Given records:
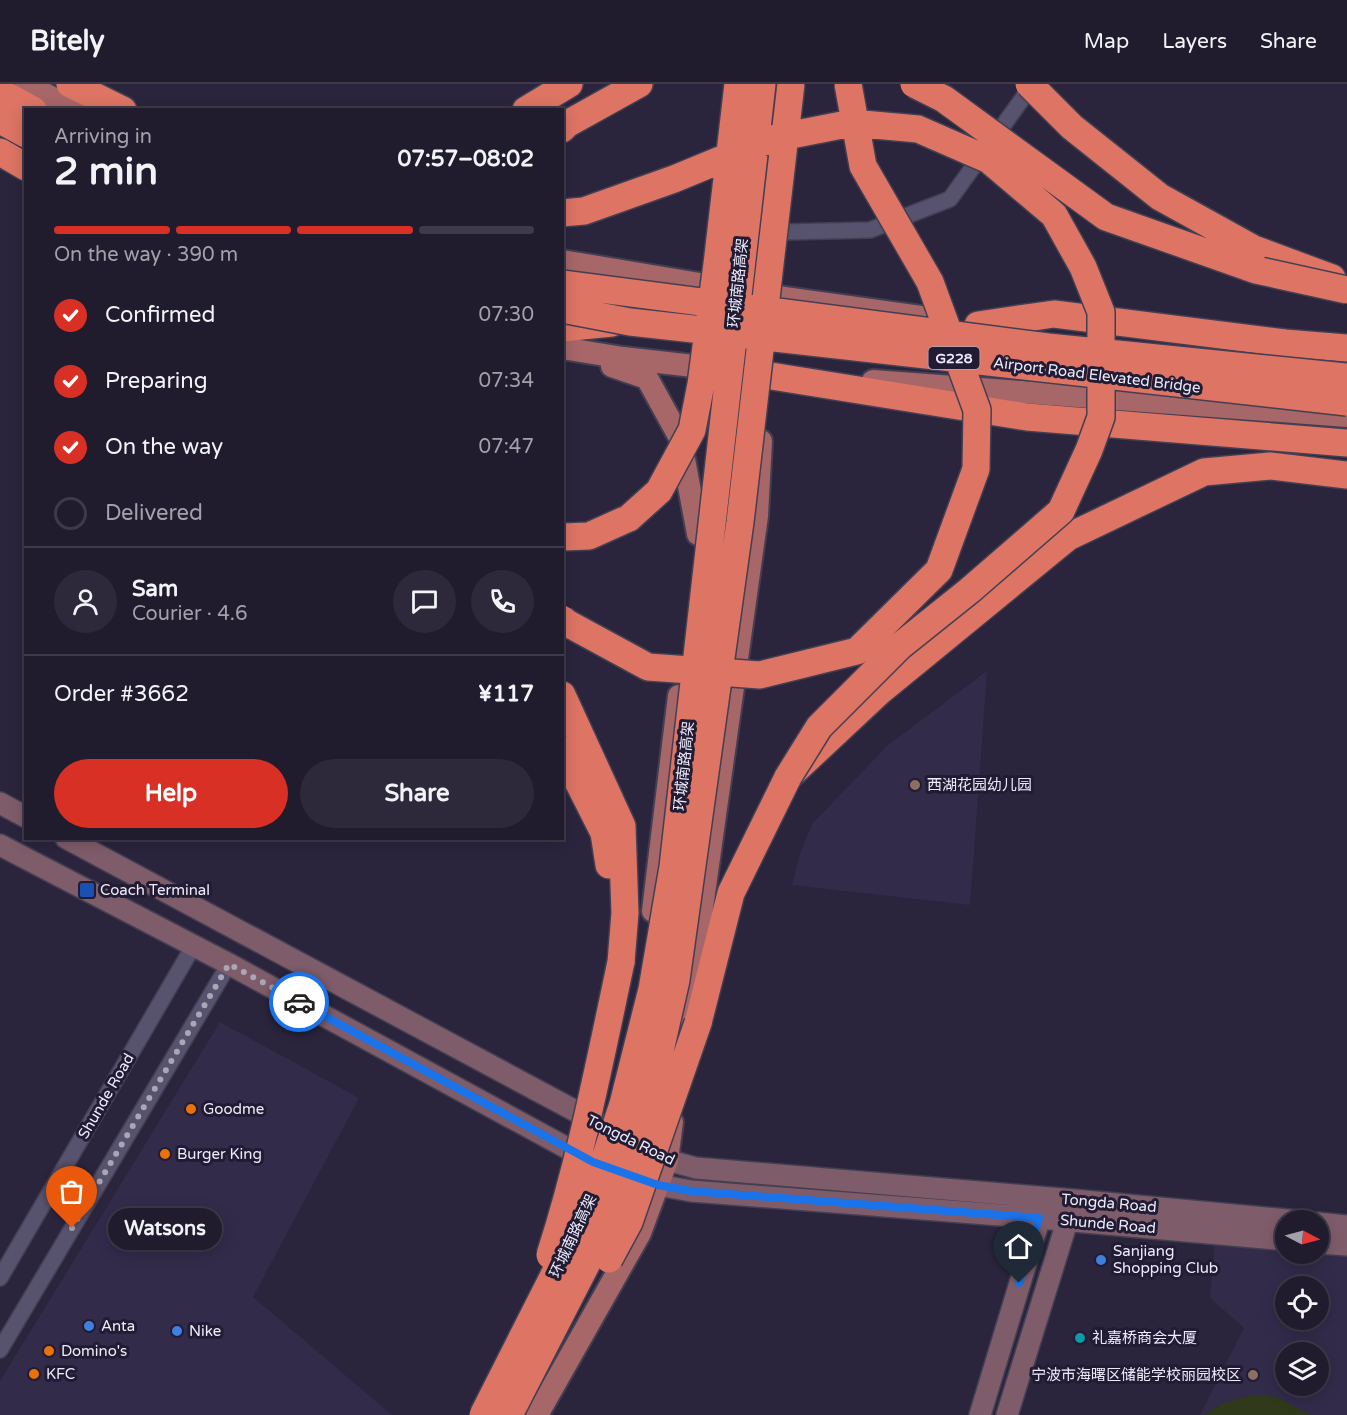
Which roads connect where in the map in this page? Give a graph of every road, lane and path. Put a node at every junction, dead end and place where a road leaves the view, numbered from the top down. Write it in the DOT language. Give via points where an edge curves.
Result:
graph roads {
  1 [pos="26,84"];
  2 [pos="568,84"];
  3 [pos="639,84"];
  4 [pos="738,84"];
  5 [pos="753,84"];
  6 [pos="762,84"];
  7 [pos="791,84"];
  8 [pos="803,84"];
  9 [pos="848,84"];
  10 [pos="914,84"];
  11 [pos="1031,84"];
  12 [pos="0,92"];
  13 [pos="70,100"];
  14 [pos="29,108"];
  15 [pos="112,108"];
  16 [pos="529,108"];
  17 [pos="0,120"];
  18 [pos="564,127"];
  19 [pos="24,133"];
  20 [pos="0,152"];
  21 [pos="0,161"];
  22 [pos="24,166"];
  23 [pos="24,174"];
  24 [pos="564,213"];
  25 [pos="785,232"];
  26 [pos="564,261"];
  27 [pos="564,284"];
  28 [pos="1347,284"];
  29 [pos="730,289"];
  30 [pos="1347,290"];
  31 [pos="777,297"];
  32 [pos="564,309"];
  33 [pos="630,322"];
  34 [pos="978,325"];
  35 [pos="564,328"];
  36 [pos="1347,348"];
  37 [pos="564,349"];
  38 [pos="564,350"];
  39 [pos="1347,366"];
  40 [pos="718,369"];
  41 [pos="765,375"];
  42 [pos="1347,377"];
  43 [pos="1347,402"];
  44 [pos="1347,416"];
  45 [pos="1347,443"];
  46 [pos="1347,475"];
  47 [pos="698,534"];
  48 [pos="564,537"];
  49 [pos="564,621"];
  50 [pos="564,699"];
  51 [pos="564,754"];
  52 [pos="788,777"];
  53 [pos="0,803"];
  54 [pos="24,816"];
  55 [pos="70,840"];
  56 [pos="0,845"];
  57 [pos="194,945"];
  58 [pos="621,962"];
  59 [pos="229,964"];
  60 [pos="605,1128"];
  61 [pos="667,1160"];
  62 [pos="593,1162"];
  63 [pos="658,1185"];
  64 [pos="1074,1200"];
  65 [pos="1042,1208"];
  66 [pos="1275,1219"];
  67 [pos="1067,1221"];
  68 [pos="1329,1224"];
  69 [pos="1347,1226"];
  70 [pos="1275,1239"];
  71 [pos="1329,1244"];
  72 [pos="1347,1245"];
  73 [pos="0,1278"];
  74 [pos="0,1350"];
  75 [pos="530,1351"];
  76 [pos="472,1415"];
  77 [pos="483,1415"];
  78 [pos="509,1415"];
  79 [pos="537,1415"];
  80 [pos="980,1415"];
  81 [pos="1007,1415"];
  1 -- 13 [label="main road"];
  2 -- 16 [label="highway"];
  3 -- 18 [label="highway"];
  4 -- 48 [label="highway, bridge" via="692,430 659,490 629,518 589,536"];
  5 -- 29 [label="main road"];
  6 -- 75 [label="highway, 环城南路高架, bridge" via="673,867 652,989 623,1104 590,1204"];
  7 -- 75 [label="highway, 环城南路高架, bridge" via="740,522 676,980 646,1113 607,1224"];
  8 -- 25 [label="main road"];
  9 -- 49 [label="highway, bridge" via="864,166 930,282 977,410 976,469 939,570 857,651 760,675 648,667"];
  10 -- 30 [label="highway, bridge" via="944,99 1106,218 1256,270"];
  11 -- 25 [label="street" via="950,199 870,230"];
  11 -- 28 [label="highway, bridge" via="1072,127 1160,197 1254,249"];
  12 -- 14 [label="highway"];
  13 -- 15 [label="highway"];
  17 -- 19 [label="highway"];
  20 -- 22 [label="highway"];
  21 -- 23 [label="main road"];
  24 -- 52 [label="highway, bridge" via="584,211 771,139 852,123 918,129 989,160 1054,215 1083,267 1101,312 1101,417 1061,511 900,646 819,727"];
  25 -- 31 [label="main road"];
  26 -- 29 [label="main road"];
  27 -- 42 [label="highway, Airport Road Elevated Bridge / G228, bridge" via="1048,347"];
  29 -- 31 [label="main road"];
  29 -- 40 [label="main road"];
  31 -- 34 [label="main road"];
  31 -- 41 [label="main road"];
  32 -- 33 [label="highway, Airport Road Elevated Bridge / G228, bridge"];
  33 -- 35 [label="highway, bridge"];
  33 -- 43 [label="highway, Airport Road Elevated Bridge / G228, bridge"];
  34 -- 36 [label="highway" via="1054,314 1285,344"];
  34 -- 39 [label="main road"];
  37 -- 40 [label="main road"];
  38 -- 47 [label="main road" via="647,378 680,438"];
  40 -- 41 [label="main road"];
  40 -- 47 [label="main road"];
  41 -- 44 [label="main road"];
  41 -- 45 [label="highway" via="1027,417"];
  41 -- 61 [label="main road" via="757,516"];
  46 -- 52 [label="highway, bridge" via="1270,466 1204,472 1068,537 880,692"];
  47 -- 60 [label="main road" via="645,981"];
  50 -- 58 [label="highway" via="622,825 625,913"];
  51 -- 58 [label="highway" via="604,833"];
  52 -- 75 [label="highway, bridge" via="731,893 698,1023 629,1222 598,1281"];
  53 -- 54 [label="street"];
  55 -- 60 [label="street, Tongda Road"];
  56 -- 57 [label="street, Shunde Road"];
  57 -- 59 [label="street, Shunde Road"];
  57 -- 73 [label="street, Shunde Road"];
  58 -- 75 [label="highway, bridge"];
  59 -- 62 [label="street, Shunde Road"];
  59 -- 74 [label="street"];
  60 -- 61 [label="street, Tongda Road"];
  60 -- 62 [label="main road"];
  61 -- 63 [label="main road"];
  61 -- 65 [label="street, Tongda Road" via="696,1168"];
  62 -- 63 [label="street, Shunde Road"];
  62 -- 76 [label="main road" via="557,1268"];
  63 -- 65 [label="street, Shunde Road" via="691,1191"];
  63 -- 79 [label="main road" via="640,1233"];
  64 -- 65 [label="street, Tongda Road"];
  64 -- 66 [label="street, Tongda Road"];
  64 -- 67 [label="street"];
  65 -- 67 [label="street, Shunde Road"];
  65 -- 80 [label="street"];
  67 -- 70 [label="street, Shunde Road"];
  67 -- 81 [label="street"];
  68 -- 69 [label="street"];
  71 -- 72 [label="street"];
  75 -- 77 [label="highway, 环城南路高架, bridge"];
  75 -- 78 [label="highway, 环城南路高架, bridge"];
}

Exercise: Return all lines from the material that contain "环城南路高架".

Task output:
  6 -- 75 [label="highway, 环城南路高架, bridge" via="673,867 652,989 623,1104 590,1204"];
  7 -- 75 [label="highway, 环城南路高架, bridge" via="740,522 676,980 646,1113 607,1224"];
  75 -- 77 [label="highway, 环城南路高架, bridge"];
  75 -- 78 [label="highway, 环城南路高架, bridge"];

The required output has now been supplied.